:: Exercise aim ::
State how many lines in the listing below include the string "Ijoko". The answer is the number alone.

[Opening Data for processing section]

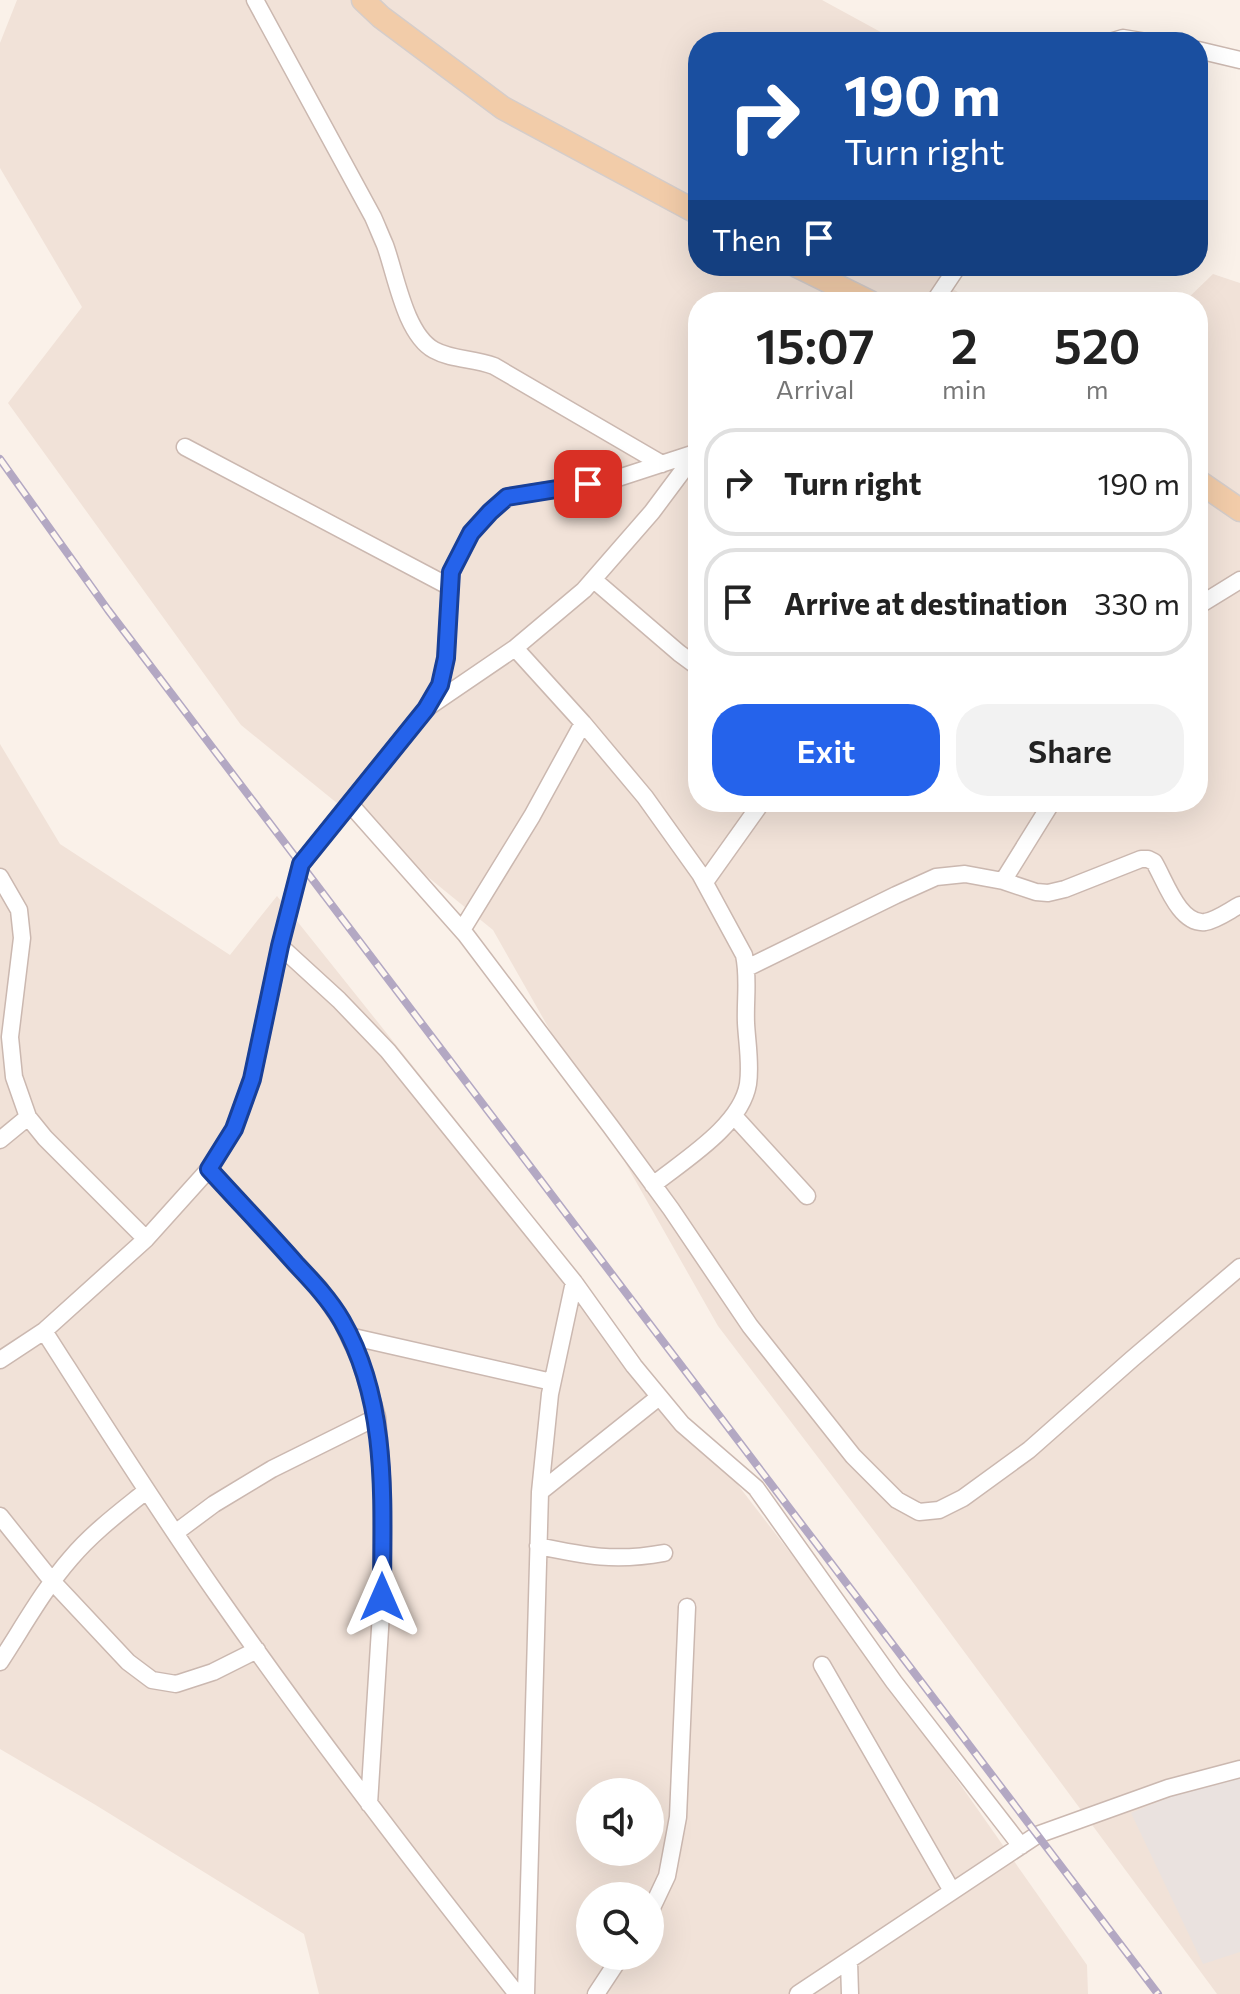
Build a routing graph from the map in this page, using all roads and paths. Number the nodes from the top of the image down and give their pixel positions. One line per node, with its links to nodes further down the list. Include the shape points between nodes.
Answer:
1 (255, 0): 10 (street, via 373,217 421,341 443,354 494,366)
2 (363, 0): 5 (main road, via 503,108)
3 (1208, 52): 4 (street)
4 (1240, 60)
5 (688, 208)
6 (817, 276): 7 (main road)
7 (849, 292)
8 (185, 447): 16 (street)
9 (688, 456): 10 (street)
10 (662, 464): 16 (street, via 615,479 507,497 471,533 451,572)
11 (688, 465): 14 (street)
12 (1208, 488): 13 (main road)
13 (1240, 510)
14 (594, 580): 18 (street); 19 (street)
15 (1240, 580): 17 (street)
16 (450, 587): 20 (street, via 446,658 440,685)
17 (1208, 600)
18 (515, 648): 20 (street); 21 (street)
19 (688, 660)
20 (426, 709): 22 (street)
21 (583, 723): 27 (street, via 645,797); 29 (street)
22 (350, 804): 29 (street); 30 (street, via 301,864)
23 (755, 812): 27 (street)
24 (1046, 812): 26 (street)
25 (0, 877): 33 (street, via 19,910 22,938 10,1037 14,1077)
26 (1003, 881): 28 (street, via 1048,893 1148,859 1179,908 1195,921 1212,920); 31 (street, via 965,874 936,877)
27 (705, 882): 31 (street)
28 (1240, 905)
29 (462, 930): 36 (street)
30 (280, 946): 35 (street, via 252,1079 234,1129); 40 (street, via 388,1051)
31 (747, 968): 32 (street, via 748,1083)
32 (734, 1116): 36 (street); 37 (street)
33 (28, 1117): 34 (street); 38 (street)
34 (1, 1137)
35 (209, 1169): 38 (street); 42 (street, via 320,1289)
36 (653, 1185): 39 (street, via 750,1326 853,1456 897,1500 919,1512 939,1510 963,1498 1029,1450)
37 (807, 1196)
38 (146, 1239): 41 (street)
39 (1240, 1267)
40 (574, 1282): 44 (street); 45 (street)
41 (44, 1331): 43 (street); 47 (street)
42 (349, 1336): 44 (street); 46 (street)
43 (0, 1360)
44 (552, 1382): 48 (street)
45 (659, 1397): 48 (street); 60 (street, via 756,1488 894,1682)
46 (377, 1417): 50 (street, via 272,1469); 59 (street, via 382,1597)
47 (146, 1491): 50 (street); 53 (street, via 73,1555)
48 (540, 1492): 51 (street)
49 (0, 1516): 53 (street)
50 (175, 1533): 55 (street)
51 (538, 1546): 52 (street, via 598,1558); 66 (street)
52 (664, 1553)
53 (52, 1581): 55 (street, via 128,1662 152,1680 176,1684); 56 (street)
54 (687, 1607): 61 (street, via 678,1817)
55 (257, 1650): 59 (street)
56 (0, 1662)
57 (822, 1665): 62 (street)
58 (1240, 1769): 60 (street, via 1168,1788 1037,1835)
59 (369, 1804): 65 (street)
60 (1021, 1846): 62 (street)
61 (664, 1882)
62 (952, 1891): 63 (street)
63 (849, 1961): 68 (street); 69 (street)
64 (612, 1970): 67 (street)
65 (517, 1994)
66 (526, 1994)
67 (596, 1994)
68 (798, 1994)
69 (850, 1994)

[Closing Data for processing section]
[Opening Data for processing section]

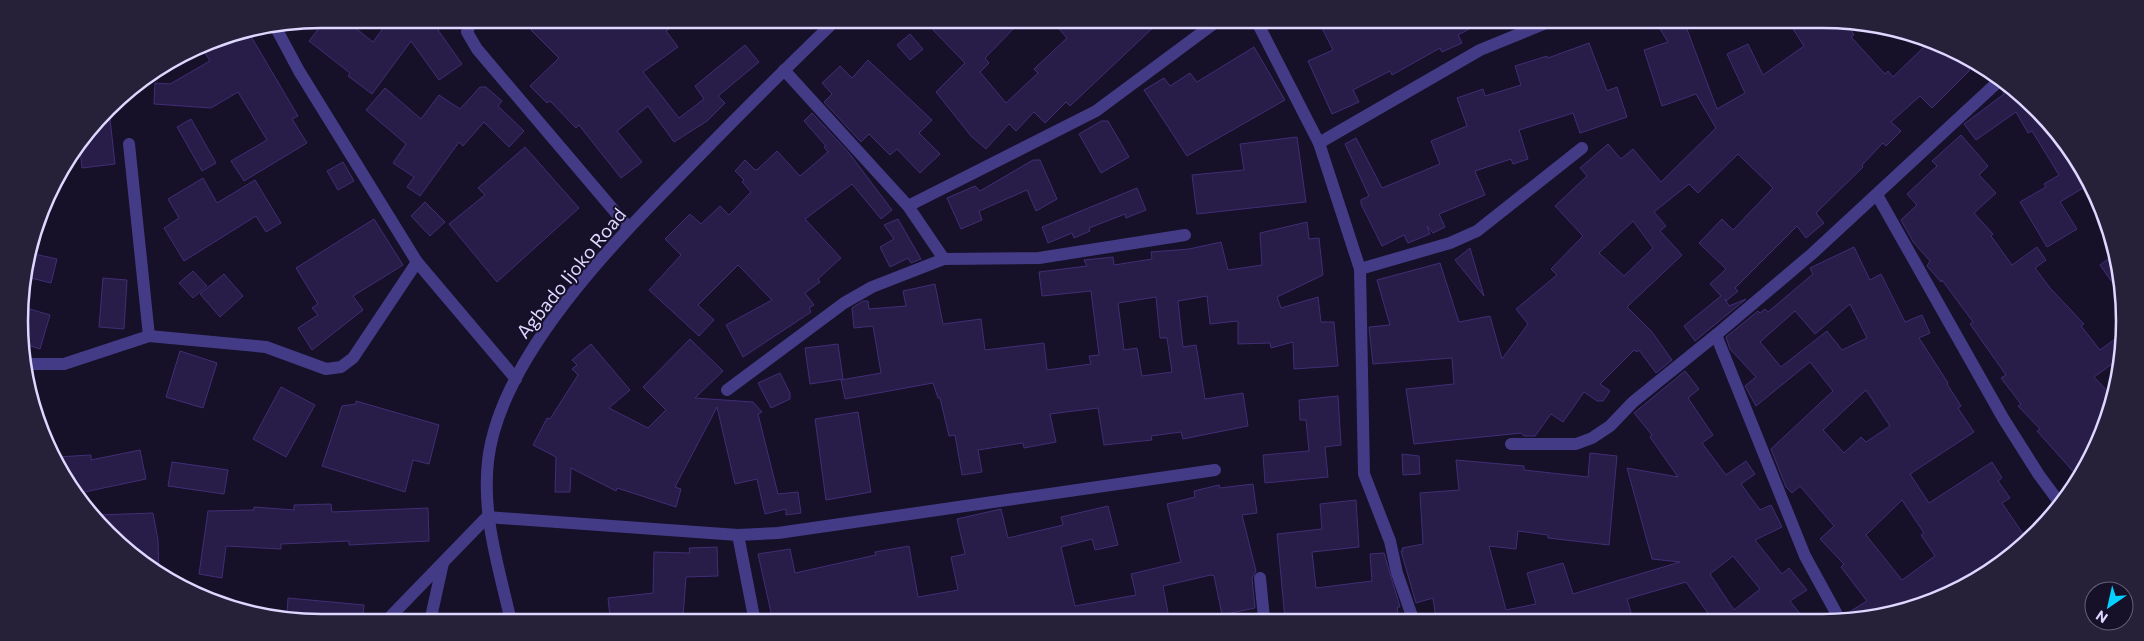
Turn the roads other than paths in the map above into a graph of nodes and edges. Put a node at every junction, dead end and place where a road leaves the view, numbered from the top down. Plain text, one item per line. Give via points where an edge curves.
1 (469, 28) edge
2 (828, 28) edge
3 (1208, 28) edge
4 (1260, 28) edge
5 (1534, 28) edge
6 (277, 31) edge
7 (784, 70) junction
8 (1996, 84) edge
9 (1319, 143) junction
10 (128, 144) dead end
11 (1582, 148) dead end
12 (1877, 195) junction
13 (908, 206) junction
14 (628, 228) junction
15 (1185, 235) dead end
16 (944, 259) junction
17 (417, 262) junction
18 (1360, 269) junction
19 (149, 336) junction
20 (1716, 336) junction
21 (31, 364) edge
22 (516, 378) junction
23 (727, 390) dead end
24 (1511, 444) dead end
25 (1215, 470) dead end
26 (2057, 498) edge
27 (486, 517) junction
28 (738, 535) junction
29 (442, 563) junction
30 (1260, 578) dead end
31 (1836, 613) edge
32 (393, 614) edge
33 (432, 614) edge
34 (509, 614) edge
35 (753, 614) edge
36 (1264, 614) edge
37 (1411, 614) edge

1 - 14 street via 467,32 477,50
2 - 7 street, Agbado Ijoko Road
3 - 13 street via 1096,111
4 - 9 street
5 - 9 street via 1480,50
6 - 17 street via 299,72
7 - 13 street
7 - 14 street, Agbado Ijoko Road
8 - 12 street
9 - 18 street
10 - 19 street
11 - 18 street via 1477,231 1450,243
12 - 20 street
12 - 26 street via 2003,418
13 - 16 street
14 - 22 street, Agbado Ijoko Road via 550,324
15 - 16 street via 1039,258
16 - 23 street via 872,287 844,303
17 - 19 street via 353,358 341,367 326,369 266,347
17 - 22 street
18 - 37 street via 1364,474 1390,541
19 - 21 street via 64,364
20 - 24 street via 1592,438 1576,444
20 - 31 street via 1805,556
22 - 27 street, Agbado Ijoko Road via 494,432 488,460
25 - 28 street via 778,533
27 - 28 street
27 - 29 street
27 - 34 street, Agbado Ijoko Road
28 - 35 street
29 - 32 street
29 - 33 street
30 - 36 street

[Closing Data for processing section]
[Opening Data for processing section]

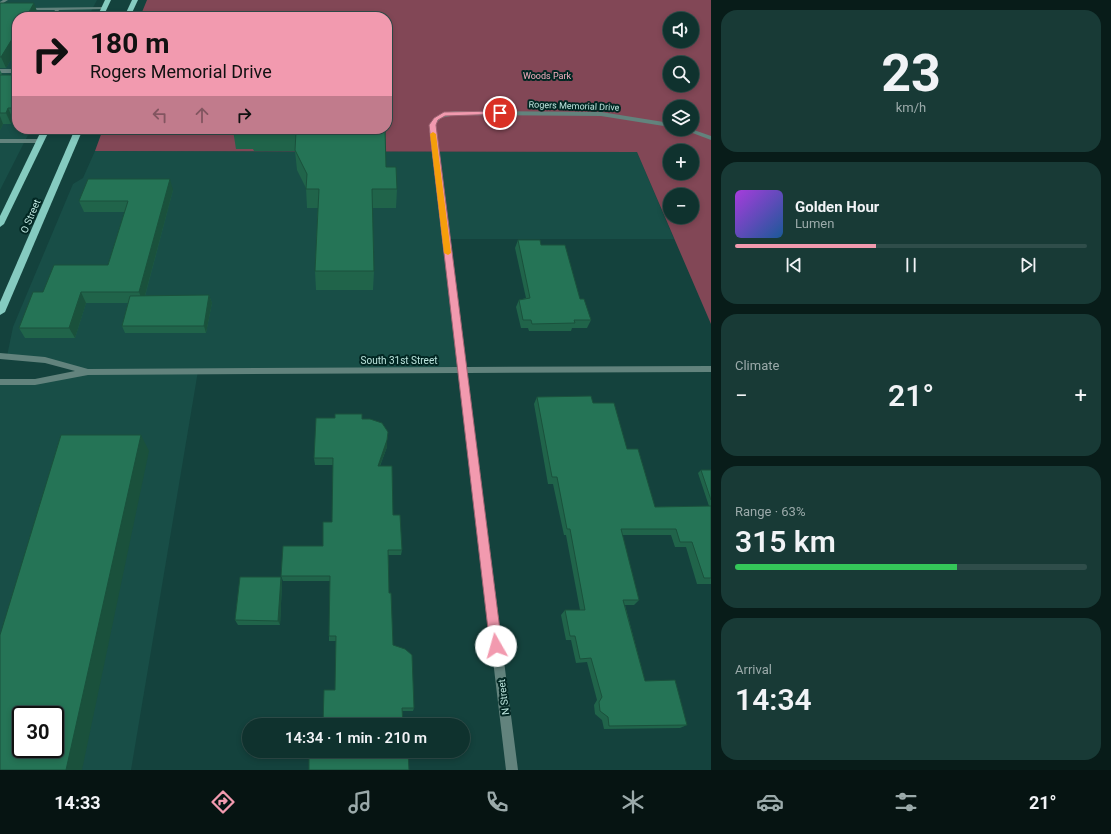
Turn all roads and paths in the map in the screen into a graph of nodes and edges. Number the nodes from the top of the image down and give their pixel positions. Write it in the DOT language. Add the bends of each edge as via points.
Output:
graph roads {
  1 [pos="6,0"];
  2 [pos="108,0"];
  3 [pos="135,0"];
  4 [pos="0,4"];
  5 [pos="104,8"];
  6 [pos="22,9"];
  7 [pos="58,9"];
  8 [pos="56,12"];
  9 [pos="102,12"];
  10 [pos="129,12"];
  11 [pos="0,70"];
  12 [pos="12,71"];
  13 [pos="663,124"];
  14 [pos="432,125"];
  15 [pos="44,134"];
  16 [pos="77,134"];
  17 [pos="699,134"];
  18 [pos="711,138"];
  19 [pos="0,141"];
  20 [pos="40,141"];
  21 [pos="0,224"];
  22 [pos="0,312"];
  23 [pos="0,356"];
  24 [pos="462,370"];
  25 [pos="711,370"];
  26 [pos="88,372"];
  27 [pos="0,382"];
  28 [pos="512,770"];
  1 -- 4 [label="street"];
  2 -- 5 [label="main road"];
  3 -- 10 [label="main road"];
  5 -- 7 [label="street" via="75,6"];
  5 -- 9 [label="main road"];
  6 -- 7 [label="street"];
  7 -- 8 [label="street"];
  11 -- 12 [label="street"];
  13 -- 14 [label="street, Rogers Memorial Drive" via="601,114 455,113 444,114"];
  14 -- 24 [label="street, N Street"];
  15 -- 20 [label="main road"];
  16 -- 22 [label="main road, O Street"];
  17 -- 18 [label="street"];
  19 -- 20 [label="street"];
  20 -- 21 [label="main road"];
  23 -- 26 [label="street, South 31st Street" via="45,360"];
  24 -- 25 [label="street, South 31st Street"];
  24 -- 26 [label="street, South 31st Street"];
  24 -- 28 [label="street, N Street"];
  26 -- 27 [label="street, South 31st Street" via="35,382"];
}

[Closing Data for processing section]

:: Task answer ::
5